* [Brief]
Please copy every line below that contains the string "other".
[Recorded information — start]
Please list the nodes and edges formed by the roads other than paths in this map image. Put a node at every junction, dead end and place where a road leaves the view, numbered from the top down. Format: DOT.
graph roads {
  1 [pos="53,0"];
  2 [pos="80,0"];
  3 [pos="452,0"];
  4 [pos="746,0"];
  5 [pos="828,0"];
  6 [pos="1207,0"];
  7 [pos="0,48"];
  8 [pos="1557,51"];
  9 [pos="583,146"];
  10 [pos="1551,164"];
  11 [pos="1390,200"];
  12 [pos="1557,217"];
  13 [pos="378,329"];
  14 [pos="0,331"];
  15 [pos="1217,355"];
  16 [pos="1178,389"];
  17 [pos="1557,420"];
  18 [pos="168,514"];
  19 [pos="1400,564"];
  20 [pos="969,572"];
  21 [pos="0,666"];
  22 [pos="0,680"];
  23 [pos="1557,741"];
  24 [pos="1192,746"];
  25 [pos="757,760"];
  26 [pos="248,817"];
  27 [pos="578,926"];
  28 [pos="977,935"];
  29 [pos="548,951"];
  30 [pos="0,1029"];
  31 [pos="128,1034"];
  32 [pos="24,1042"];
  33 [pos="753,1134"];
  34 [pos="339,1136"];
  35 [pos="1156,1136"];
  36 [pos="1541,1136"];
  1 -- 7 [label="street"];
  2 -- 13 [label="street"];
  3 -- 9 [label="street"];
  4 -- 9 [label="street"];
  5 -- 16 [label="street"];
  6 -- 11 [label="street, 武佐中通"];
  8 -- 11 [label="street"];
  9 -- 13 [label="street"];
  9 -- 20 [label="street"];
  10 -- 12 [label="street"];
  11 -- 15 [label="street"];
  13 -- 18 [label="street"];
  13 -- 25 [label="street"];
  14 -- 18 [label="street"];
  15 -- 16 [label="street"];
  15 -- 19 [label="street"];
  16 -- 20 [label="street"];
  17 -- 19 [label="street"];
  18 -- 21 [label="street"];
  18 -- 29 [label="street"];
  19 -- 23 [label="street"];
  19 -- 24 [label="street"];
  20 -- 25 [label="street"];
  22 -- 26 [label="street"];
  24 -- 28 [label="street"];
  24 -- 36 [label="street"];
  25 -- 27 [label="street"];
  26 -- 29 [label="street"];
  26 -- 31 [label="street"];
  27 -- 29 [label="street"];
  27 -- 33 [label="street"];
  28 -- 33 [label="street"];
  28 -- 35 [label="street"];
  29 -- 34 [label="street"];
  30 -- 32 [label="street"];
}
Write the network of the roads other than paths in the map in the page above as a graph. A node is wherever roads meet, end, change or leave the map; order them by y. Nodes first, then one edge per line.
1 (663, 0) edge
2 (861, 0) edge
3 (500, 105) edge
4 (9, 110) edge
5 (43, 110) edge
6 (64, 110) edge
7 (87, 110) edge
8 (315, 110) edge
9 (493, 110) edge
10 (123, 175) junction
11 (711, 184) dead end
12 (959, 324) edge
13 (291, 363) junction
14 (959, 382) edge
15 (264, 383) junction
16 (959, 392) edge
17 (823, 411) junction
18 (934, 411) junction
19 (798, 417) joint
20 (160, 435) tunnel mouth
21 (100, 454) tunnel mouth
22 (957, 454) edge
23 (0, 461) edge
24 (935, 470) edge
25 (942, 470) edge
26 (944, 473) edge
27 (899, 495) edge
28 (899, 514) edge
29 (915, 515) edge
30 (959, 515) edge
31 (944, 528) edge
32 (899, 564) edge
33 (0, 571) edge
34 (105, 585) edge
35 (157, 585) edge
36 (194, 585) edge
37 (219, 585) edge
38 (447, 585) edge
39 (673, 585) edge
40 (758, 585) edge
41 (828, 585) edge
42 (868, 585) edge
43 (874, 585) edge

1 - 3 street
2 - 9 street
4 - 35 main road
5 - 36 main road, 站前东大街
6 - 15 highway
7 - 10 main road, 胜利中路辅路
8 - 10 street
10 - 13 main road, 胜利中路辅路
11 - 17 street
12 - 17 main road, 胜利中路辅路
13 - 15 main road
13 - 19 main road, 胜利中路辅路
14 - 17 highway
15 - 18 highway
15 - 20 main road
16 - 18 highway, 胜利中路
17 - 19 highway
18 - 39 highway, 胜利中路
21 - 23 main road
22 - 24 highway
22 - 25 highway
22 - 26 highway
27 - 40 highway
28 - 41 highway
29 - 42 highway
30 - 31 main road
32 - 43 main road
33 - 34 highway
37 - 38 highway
[Recorded information — finish]
* [Reply]
Please list the nodes and edges formed by the roads other than paths in this map image. Put a node at every junction, dead end and place where a road leaves the view, numbered from the top down. Format: DOT.
Write the network of the roads other than paths in the map in the page above as a graph. A node is wherever roads meet, end, change or leave the map; order them by y. Nodes first, then one edge per line.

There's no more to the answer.